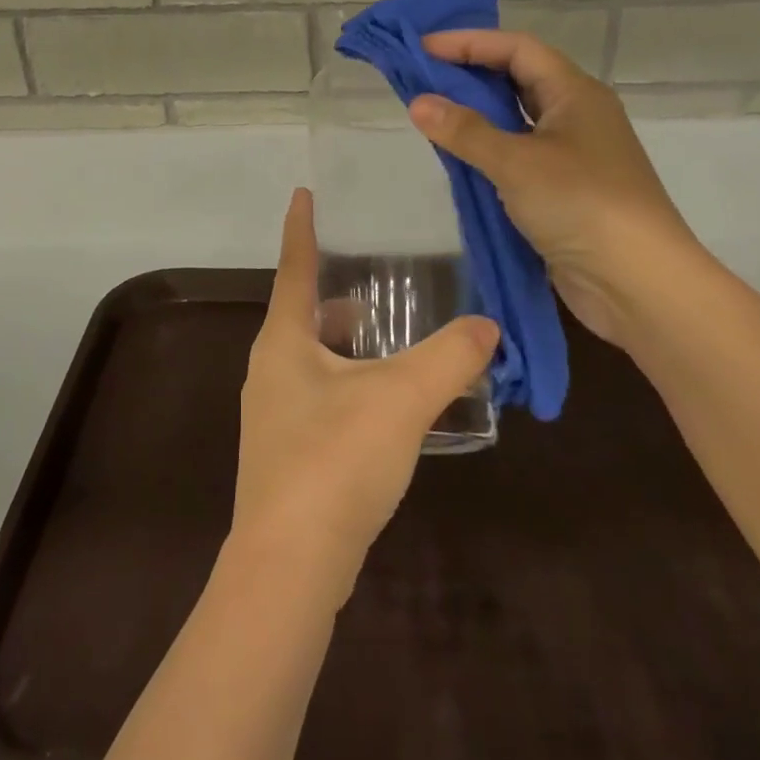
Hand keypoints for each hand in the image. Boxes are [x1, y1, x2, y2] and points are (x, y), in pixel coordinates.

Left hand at [230, 189, 498, 603]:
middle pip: (306, 314)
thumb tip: (488, 326)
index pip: (293, 265)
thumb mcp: (401, 399)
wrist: (290, 567)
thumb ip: (449, 358)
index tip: (303, 192)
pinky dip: (354, 383)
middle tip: (384, 275)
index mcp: (284, 340)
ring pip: (316, 358)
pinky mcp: (288, 452)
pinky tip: (392, 403)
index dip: (301, 227)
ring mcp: (275, 414)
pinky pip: (323, 396)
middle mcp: (271, 368)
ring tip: (398, 337)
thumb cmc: (335, 460)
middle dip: (340, 292)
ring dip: (351, 344)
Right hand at [408, 29, 709, 347]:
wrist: (638, 282)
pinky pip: (519, 156)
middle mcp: (577, 116)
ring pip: (518, 120)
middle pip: (519, 79)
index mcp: (576, 93)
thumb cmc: (581, 204)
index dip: (470, 42)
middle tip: (422, 77)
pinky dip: (488, 150)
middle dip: (471, 74)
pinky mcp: (565, 191)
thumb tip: (418, 102)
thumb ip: (465, 131)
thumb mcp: (517, 162)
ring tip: (432, 112)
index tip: (423, 49)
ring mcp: (573, 155)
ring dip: (478, 114)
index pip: (518, 49)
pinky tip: (458, 158)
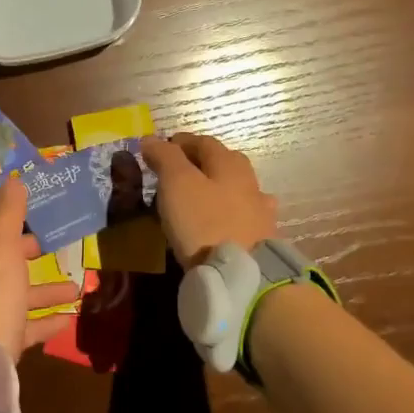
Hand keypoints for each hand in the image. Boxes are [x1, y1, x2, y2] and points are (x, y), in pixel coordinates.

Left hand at [0, 179, 79, 360]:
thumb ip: (8, 215)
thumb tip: (13, 180)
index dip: (10, 219)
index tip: (36, 211)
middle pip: (3, 263)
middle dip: (29, 253)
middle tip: (57, 245)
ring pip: (18, 296)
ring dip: (46, 289)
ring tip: (78, 287)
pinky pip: (26, 328)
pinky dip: (47, 321)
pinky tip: (70, 318)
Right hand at [140, 133, 278, 266]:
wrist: (240, 274)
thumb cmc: (203, 222)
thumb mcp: (177, 183)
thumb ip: (165, 157)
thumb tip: (151, 138)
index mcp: (229, 163)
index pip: (203, 142)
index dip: (180, 142)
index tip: (160, 149)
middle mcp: (249, 181)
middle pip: (224, 162)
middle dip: (201, 161)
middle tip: (177, 171)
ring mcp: (259, 210)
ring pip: (236, 188)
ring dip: (217, 186)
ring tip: (198, 197)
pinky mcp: (262, 237)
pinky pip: (243, 215)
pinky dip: (230, 211)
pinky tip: (226, 219)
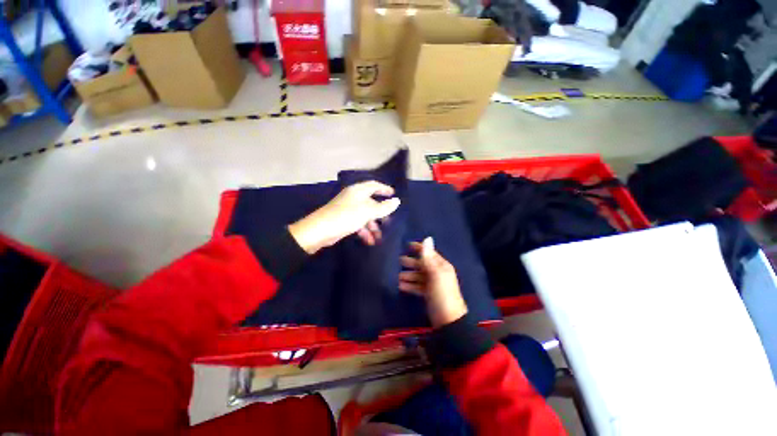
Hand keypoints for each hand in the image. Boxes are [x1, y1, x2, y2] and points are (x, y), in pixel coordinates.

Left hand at [288, 181, 400, 253]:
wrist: (320, 230)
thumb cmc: (346, 216)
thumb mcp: (368, 211)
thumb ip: (383, 207)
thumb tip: (397, 201)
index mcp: (358, 191)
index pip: (374, 185)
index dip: (384, 189)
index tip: (393, 194)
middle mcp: (353, 197)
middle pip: (371, 202)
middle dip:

______________________________

# TASK STATEMENT
Everything above from the line containing "middle tip: (422, 77)" down to the line containing "thumb ip: (383, 207)" is to be duplicated exactly, both lines included, and the pictures are to be omitted.

# RESPONSE FOR THIS EXERCISE
middle tip: (422, 77)
pinky dip: (488, 150)
middle dip: (471, 74)
pinky mcp: (565, 191)
thumb tip: (418, 102)
thumb ip: (465, 131)
thumb mcp: (517, 162)
ring tip: (432, 112)
index tip: (423, 49)
ring mcp: (573, 155)
ring dip: (478, 114)
index pip: (518, 49)
pinky tip: (458, 158)
Hand keypoints for each hand in the image. Boxes are [x1, y1, x2, y2] and points are (x, y), in pixel coordinates.

Left hand at [0, 179, 79, 360]:
thumb ip: (8, 215)
thumb tip: (13, 180)
index dip: (10, 219)
index tip: (36, 211)
middle pip: (3, 263)
middle dip: (29, 253)
middle tip: (57, 245)
ring pip: (18, 296)
ring dip: (46, 289)
ring tip: (78, 287)
pinky pip: (26, 328)
pinky dip: (47, 321)
pinky tip: (70, 318)
Right hand at [140, 133, 278, 266]:
wrist: (240, 274)
thumb cmc: (203, 222)
thumb mcp: (177, 183)
thumb ip: (165, 157)
thumb tip: (151, 138)
index mcp: (229, 163)
index pip: (203, 142)
index dip: (180, 142)
index tip: (160, 149)
middle mcp: (249, 181)
middle pip: (224, 162)
middle dip: (201, 161)
middle tip: (177, 171)
ring mcp: (259, 210)
ring pip: (236, 188)
ring dip: (217, 186)
ring tip: (198, 197)
pinky mcp: (262, 237)
pinky pip: (243, 215)
pinky dip: (230, 211)
pinky tip: (226, 219)
Hand keypoints for each hand in the image. Boxes are [x1, y1, x2, y2] and points are (x, y), in pixel coordinates.

Left hand at [288, 181, 400, 253]:
wrist: (320, 230)
thumb cmc: (346, 216)
thumb mcp: (368, 211)
thumb ip: (383, 207)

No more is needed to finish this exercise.